According to Compton, what happens at Piney Point sets a precedent in Florida regarding industrial waste from phosphate mining. “Everything that can go wrong has gone wrong here,” he says.

About 223m gallons remained in the leaking pond at Piney Point on Friday, according to the Florida department of environmental regulation; so far, about 215m gallons of wastewater have been pumped into Tampa Bay. Still, environmental advocates fear how the plant’s toxic stew might affect water quality: on Wednesday, the state agency said there were elevated levels of phosphorous detected where wastewater was being discharged.

Two additional stacks with wastewater containment ponds remain at Piney Point, and officials fear an unaddressed breach could lead to a sudden rush of water out of the other two stacks, which are more toxic and acidic. If that were to happen, Compton says, “we’d expect to see major impacts to Bishop Harbor, which is one of the prettiest places in the state of Florida”.

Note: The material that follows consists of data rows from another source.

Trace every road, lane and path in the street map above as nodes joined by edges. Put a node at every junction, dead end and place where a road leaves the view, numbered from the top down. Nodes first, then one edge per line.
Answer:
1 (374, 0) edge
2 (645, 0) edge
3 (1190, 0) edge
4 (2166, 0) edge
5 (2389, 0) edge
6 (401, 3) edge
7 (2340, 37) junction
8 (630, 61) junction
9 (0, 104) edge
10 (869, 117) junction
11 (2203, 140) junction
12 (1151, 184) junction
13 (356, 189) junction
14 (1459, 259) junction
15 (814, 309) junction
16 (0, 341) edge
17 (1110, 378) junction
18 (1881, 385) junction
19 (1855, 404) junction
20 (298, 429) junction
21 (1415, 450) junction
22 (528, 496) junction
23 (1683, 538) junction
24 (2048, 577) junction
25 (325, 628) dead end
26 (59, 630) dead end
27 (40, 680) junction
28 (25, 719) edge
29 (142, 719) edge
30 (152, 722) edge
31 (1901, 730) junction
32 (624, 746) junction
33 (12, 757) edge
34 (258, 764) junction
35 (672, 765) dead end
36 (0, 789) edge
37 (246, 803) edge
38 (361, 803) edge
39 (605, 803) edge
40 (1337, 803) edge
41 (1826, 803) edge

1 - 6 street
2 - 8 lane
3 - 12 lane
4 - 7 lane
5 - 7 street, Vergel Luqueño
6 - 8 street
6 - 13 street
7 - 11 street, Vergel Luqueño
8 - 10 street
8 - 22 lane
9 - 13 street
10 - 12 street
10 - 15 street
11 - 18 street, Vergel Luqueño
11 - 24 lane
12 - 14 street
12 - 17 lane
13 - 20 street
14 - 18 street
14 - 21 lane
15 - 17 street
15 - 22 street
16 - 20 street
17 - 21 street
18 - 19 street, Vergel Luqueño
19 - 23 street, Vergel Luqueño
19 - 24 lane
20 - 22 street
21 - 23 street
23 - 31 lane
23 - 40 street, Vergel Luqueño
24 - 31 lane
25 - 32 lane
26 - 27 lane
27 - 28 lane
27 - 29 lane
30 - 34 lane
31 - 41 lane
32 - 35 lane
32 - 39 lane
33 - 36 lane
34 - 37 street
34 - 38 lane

Should either of those stacks fail, he adds, the harbor “would be totally annihilated. It is really not too strong a term to use.” The nutrient-laden water could fuel algae blooms, endangering already vulnerable marine life.

At the end of Wednesday, with pumps still gushing out millions of gallons of wastewater, state senators passed an amendment that would allocate $3m – what appears to be the first tranche of funds in a $200m plan to close and clean up the site – to dispose of the wastewater.

Compton says the plan entails building a well injection in order to get rid of the wastewater – an idea facing opposition from surrounding residents, national organizations, and anybody who has an interest in agriculture in the area. “When you put wastewater into the ground, you really have no idea where it goes next. There’s no 100% foolproof way to monitor which way the aquifer flows and where it ultimately ends up.”

The Piney Point site is shaping up to be a costly environmental catastrophe, and Compton thinks the fertilizer industry should be accountable for disposing of its waste, rather than passing the cost on to taxpayers. But even with talks of the fertilizer plant’s cleanup and closure on the horizon, he’s not optimistic the threat of pollution from its wastewater will soon disappear.

“There’s a local saying that if you go to a Manatee county commission meeting 50 years from now, there’s two things that’ll be on the agenda: sewage spills and Piney Point,” Compton adds. “This isn’t going away anytime soon.”